Return only the lines below starting at the line containing "pinky dip: (288, 182)" and ending at the line containing "ring tip: (146, 203)", both included, exactly as they are and with no pictures.

BEGIN

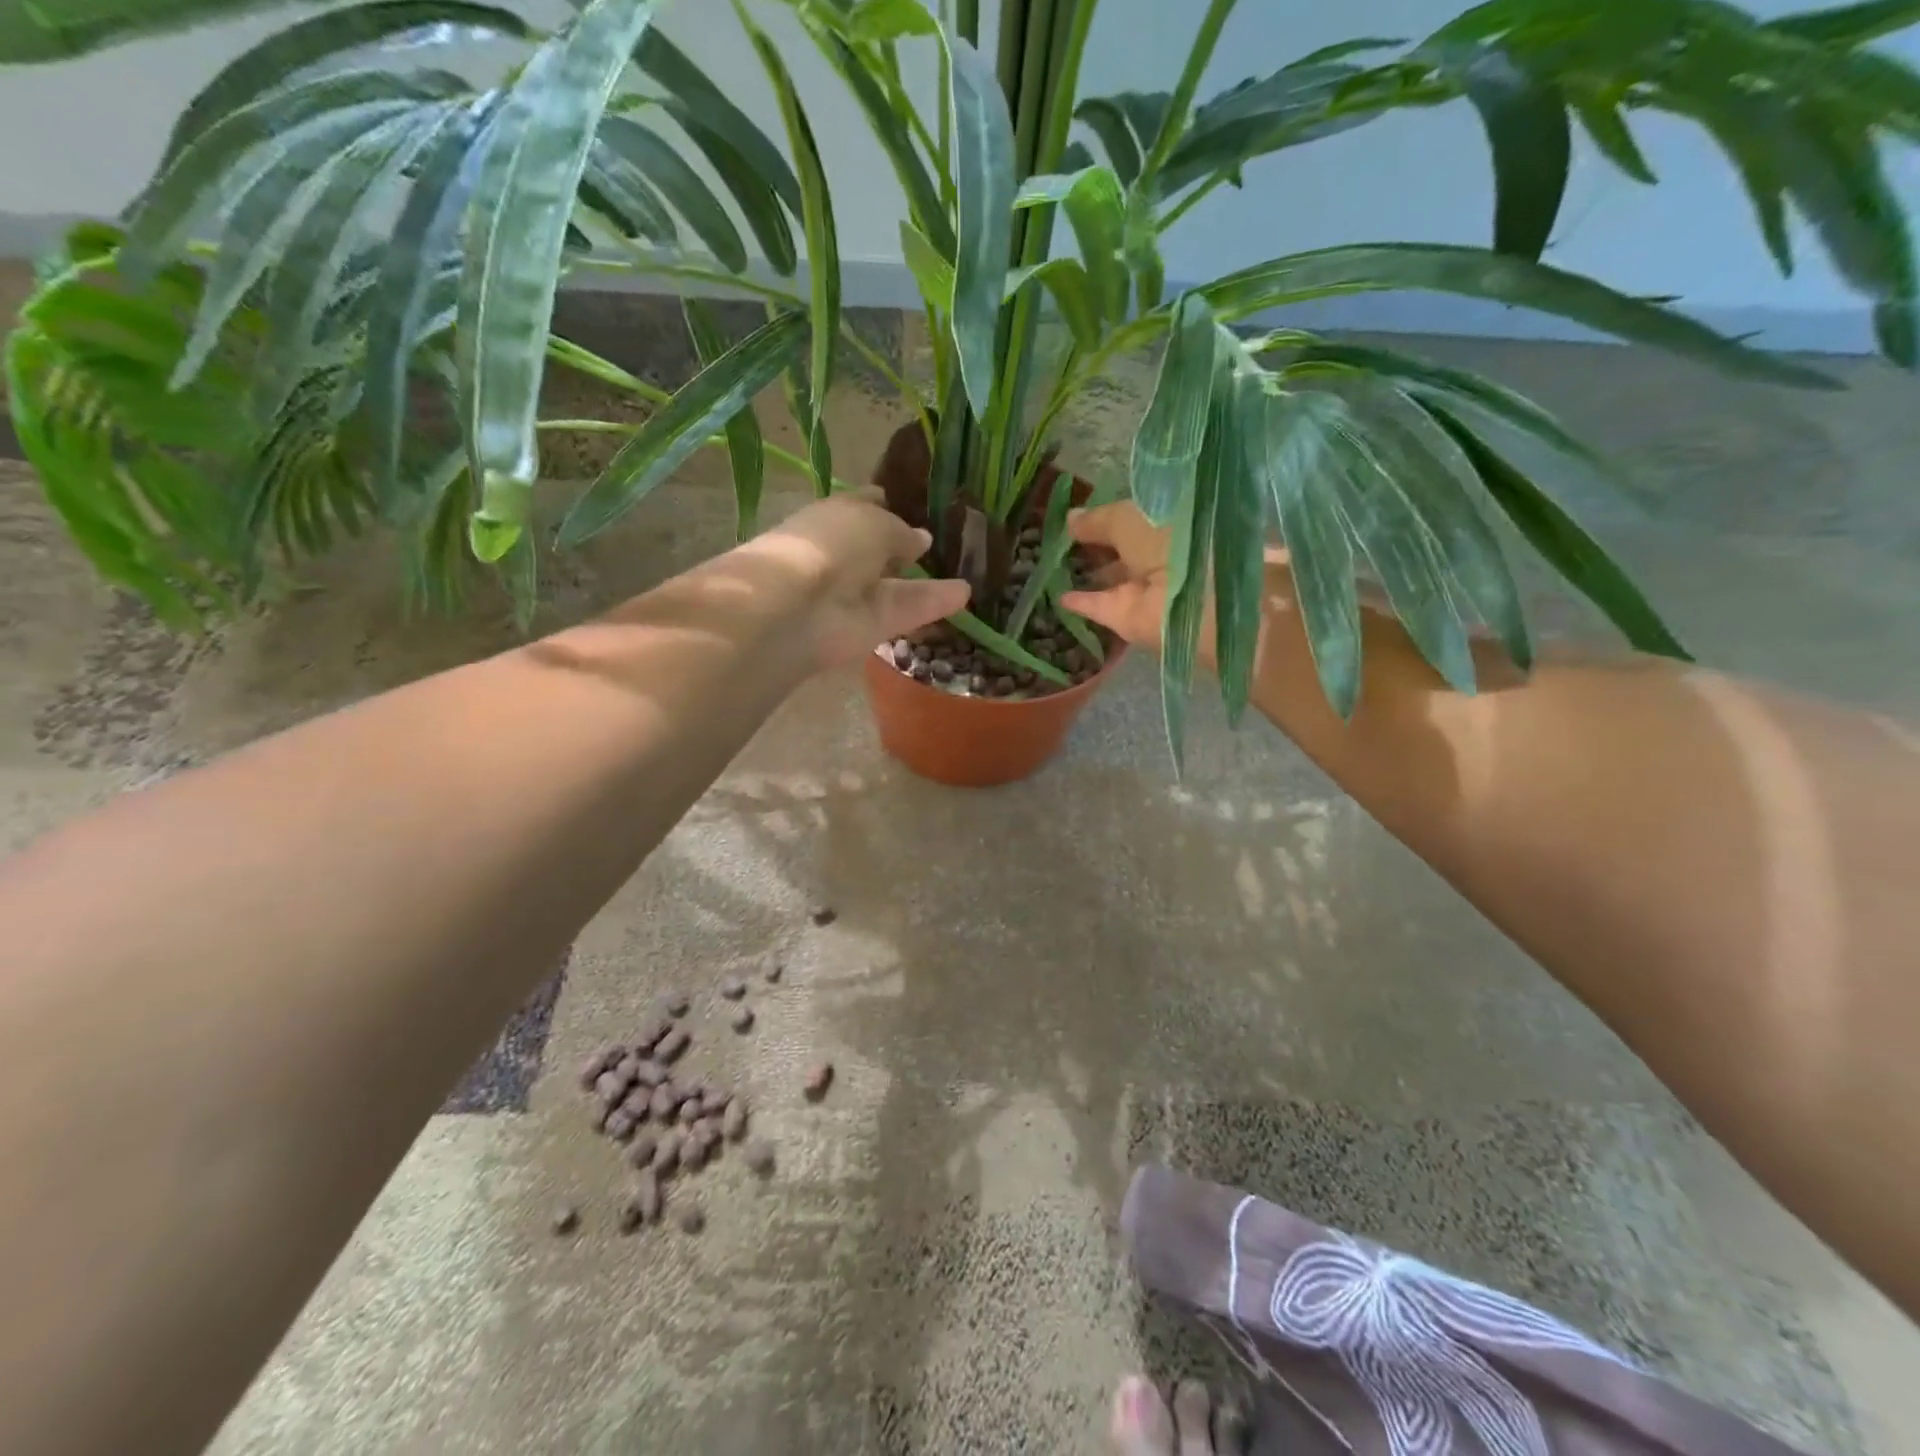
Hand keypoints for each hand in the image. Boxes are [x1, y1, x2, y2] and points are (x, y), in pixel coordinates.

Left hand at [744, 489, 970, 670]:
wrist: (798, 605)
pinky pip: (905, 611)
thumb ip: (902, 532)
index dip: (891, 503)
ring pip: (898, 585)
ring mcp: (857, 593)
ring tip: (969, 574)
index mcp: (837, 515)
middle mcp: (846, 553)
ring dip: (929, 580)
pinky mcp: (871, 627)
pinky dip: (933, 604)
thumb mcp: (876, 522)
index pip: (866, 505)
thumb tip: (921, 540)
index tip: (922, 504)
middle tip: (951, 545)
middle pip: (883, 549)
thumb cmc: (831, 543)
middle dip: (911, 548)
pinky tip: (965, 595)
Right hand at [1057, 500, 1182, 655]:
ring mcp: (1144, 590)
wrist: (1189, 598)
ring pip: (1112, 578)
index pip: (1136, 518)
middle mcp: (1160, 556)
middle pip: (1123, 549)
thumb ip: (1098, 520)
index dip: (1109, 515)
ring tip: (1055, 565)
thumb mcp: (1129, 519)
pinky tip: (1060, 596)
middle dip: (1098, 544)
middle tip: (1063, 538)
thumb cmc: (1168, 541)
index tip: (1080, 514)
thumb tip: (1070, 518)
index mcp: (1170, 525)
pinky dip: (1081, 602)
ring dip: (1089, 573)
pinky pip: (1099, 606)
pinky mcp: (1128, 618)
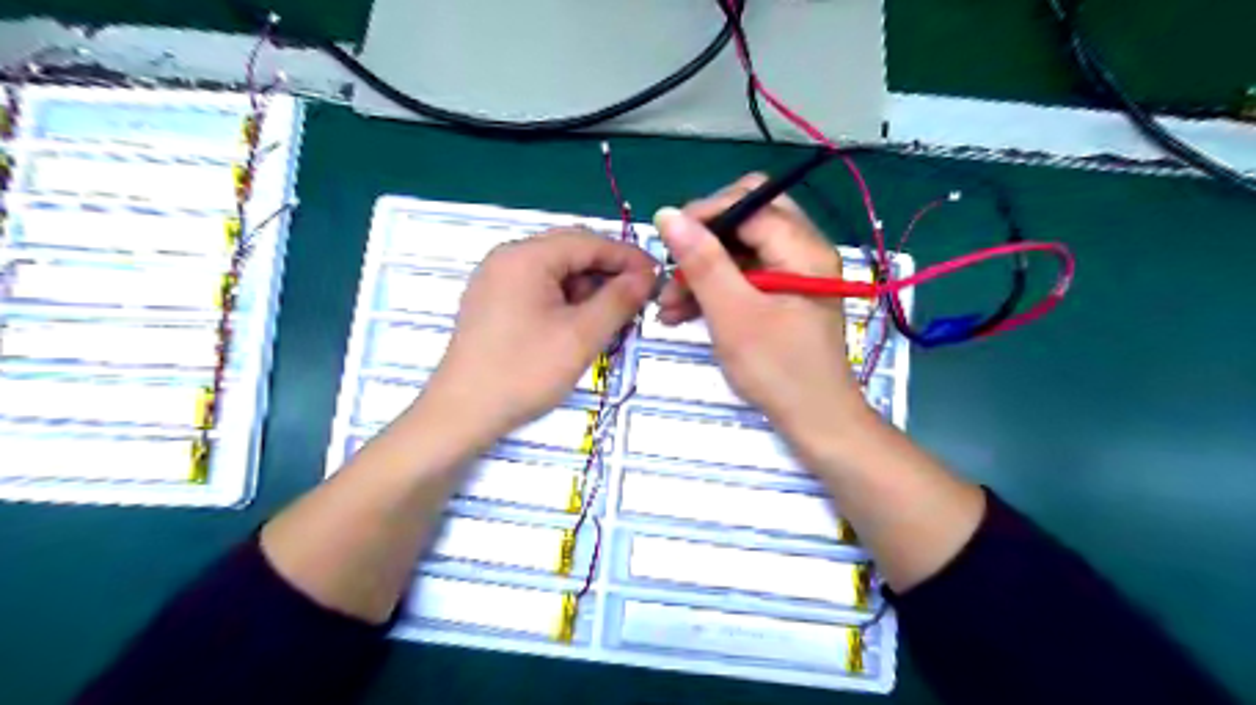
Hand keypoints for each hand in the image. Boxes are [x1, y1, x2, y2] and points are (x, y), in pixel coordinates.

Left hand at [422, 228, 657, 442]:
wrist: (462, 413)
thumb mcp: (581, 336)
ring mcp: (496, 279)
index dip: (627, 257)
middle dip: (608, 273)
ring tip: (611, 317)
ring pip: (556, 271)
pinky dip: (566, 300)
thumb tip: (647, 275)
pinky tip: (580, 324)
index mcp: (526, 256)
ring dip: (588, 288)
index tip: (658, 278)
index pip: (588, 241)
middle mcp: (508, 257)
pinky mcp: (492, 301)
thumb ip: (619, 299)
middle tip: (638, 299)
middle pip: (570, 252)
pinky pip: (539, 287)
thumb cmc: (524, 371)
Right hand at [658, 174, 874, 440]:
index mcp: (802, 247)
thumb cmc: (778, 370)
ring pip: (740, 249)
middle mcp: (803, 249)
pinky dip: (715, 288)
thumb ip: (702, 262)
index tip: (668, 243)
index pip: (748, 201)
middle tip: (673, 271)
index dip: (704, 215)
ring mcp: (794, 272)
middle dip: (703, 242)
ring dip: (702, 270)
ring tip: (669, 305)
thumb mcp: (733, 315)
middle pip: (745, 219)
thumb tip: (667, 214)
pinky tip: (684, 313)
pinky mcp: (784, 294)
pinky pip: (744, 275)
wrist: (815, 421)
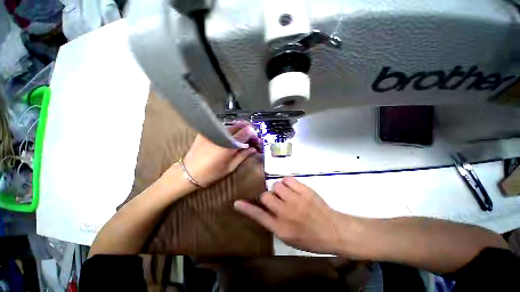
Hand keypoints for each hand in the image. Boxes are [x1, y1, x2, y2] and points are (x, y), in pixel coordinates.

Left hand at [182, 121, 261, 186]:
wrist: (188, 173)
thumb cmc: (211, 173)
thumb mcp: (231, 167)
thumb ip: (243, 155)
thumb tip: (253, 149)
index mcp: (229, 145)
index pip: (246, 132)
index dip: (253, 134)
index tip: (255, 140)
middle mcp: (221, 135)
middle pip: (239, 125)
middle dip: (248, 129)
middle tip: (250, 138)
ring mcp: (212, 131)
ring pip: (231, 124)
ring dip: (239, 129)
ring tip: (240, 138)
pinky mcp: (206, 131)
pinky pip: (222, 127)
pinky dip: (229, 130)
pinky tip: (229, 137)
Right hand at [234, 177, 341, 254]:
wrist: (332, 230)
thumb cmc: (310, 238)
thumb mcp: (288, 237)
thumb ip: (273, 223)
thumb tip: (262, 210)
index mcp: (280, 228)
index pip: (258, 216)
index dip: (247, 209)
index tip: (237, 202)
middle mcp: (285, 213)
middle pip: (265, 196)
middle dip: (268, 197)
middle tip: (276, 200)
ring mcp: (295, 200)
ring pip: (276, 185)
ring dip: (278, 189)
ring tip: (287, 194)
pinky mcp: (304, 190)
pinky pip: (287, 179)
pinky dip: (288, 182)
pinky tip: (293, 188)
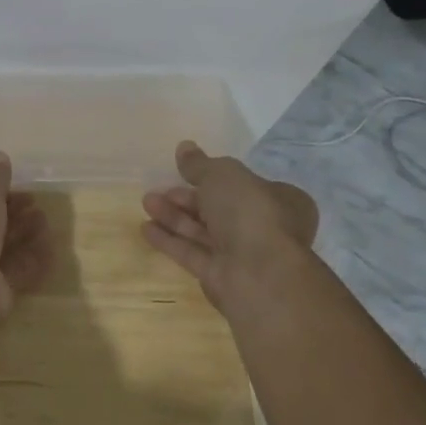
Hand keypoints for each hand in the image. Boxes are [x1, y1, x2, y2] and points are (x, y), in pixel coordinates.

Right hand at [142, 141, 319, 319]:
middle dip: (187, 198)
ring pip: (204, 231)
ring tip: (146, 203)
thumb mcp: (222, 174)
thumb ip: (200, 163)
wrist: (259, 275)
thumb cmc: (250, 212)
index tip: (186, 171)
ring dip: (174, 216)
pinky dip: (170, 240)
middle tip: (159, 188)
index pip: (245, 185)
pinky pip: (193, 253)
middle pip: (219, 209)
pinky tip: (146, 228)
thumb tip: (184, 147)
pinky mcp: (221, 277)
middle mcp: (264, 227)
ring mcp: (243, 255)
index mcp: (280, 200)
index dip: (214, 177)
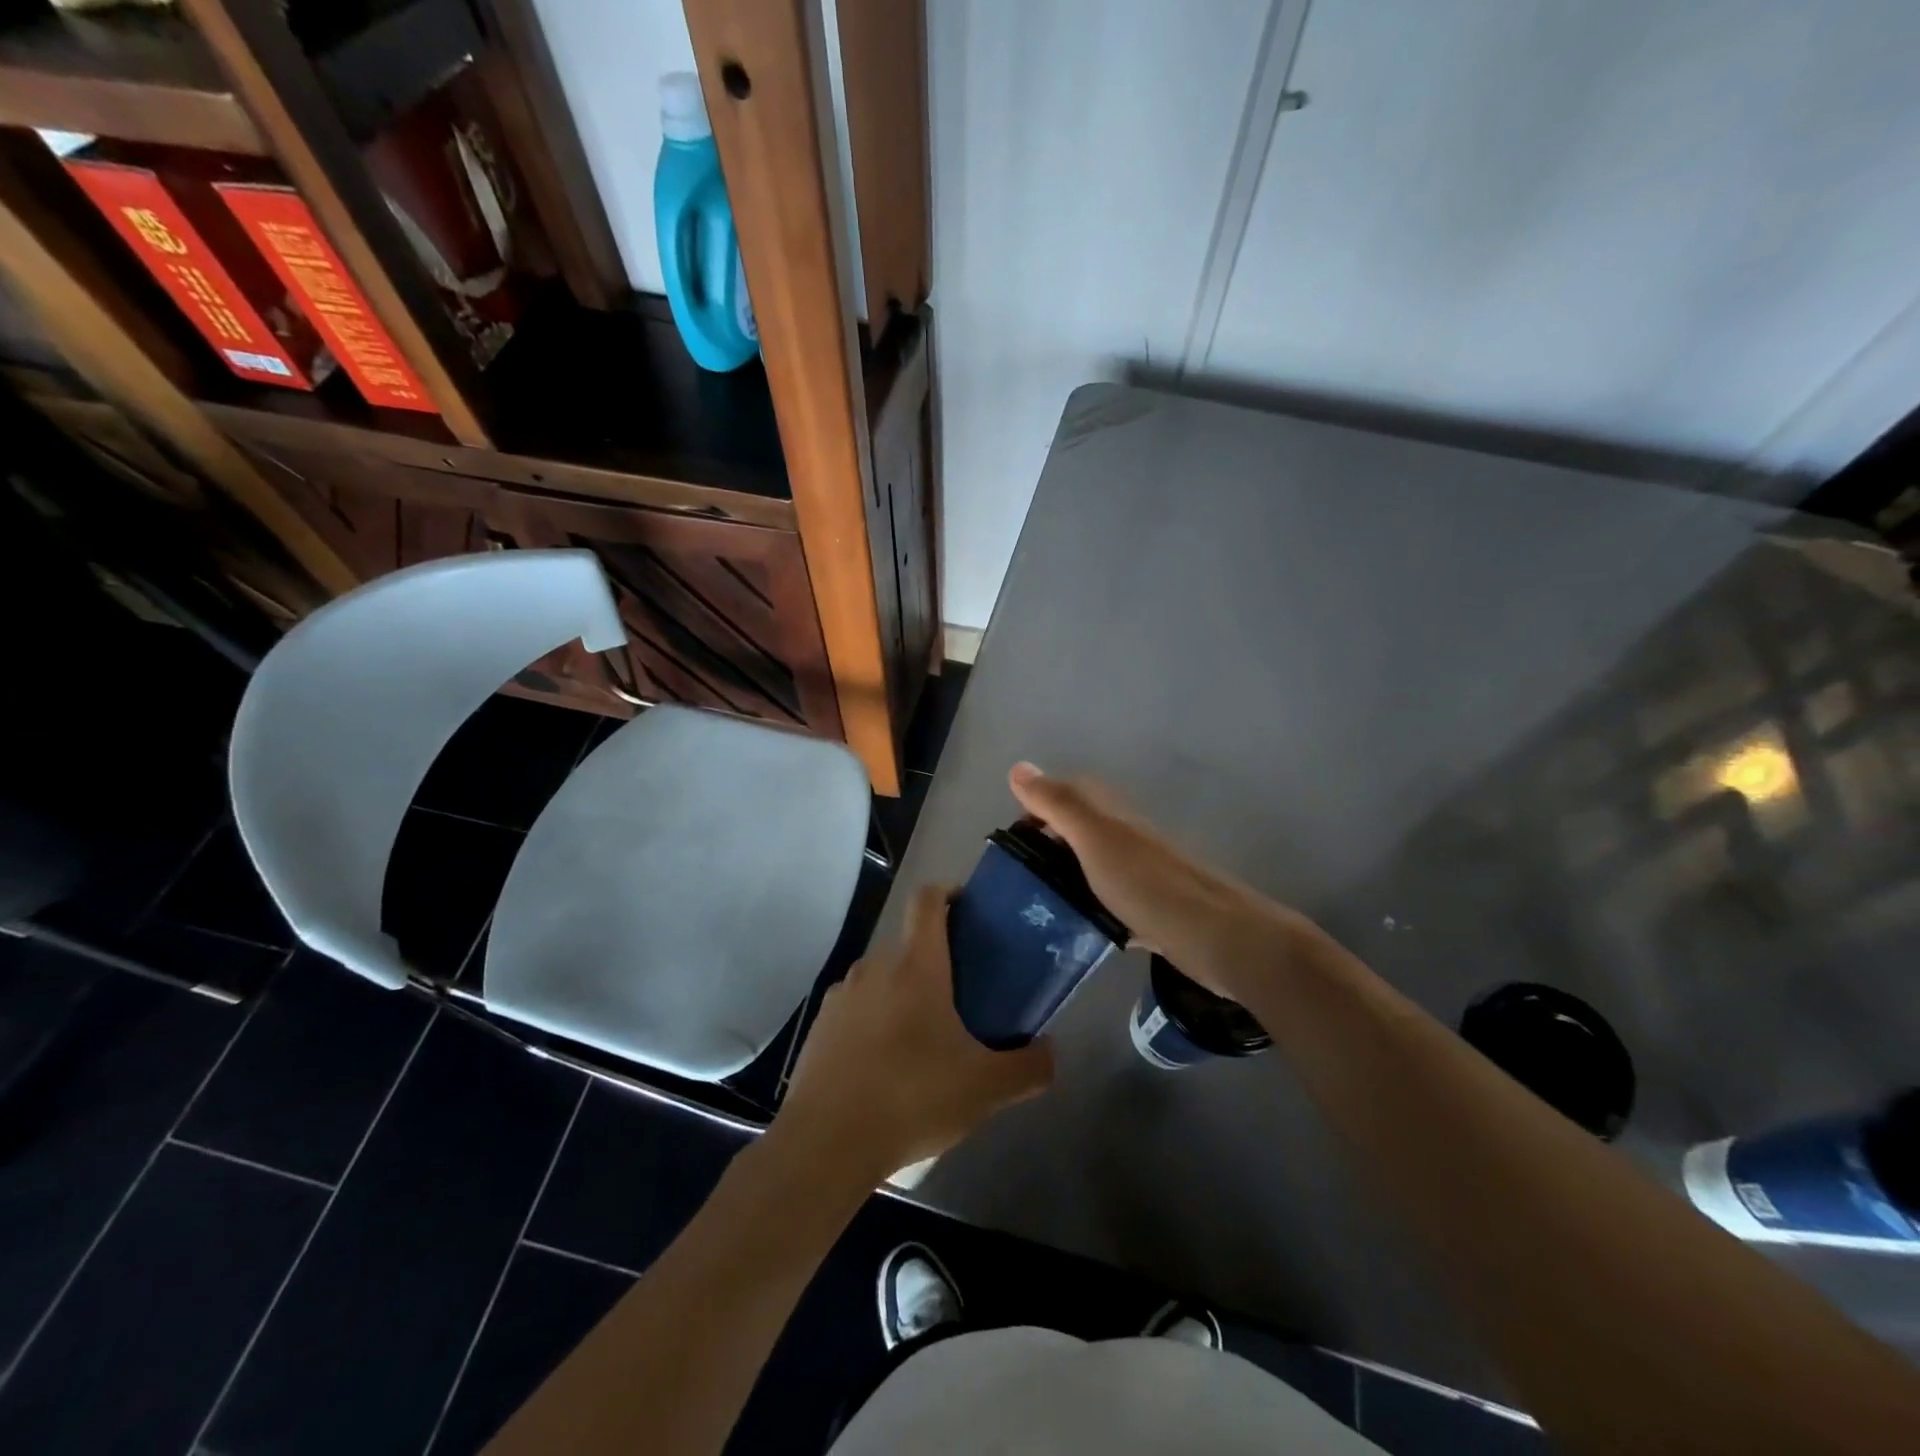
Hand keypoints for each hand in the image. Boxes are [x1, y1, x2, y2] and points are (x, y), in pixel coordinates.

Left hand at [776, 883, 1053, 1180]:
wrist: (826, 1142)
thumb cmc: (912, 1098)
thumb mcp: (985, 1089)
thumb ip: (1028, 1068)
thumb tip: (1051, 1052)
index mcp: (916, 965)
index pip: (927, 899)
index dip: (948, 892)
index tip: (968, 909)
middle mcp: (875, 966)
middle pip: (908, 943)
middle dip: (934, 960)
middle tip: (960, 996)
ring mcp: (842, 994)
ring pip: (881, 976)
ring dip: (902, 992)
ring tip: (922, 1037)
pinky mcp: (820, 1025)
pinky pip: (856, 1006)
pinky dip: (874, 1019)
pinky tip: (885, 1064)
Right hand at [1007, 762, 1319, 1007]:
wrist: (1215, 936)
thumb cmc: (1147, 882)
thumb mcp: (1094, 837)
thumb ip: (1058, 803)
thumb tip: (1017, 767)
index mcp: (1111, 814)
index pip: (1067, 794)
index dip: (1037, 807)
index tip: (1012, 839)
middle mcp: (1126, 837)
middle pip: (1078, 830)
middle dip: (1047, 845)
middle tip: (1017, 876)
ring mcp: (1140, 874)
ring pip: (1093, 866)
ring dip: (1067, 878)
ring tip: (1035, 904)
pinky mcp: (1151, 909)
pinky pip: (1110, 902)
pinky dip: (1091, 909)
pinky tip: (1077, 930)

END

**RESULT OF THE EXERCISE:**
pinky dip: (288, 182)
pinky tip: (293, 188)
Hand keypoints for each hand in the image. Boxes are [x1, y1, x2, y2] and points are (x, y), in pixel coordinates.

Right hand at [142, 141, 319, 319]:
middle dip: (187, 198)
ring pip: (204, 231)
ring tip: (146, 203)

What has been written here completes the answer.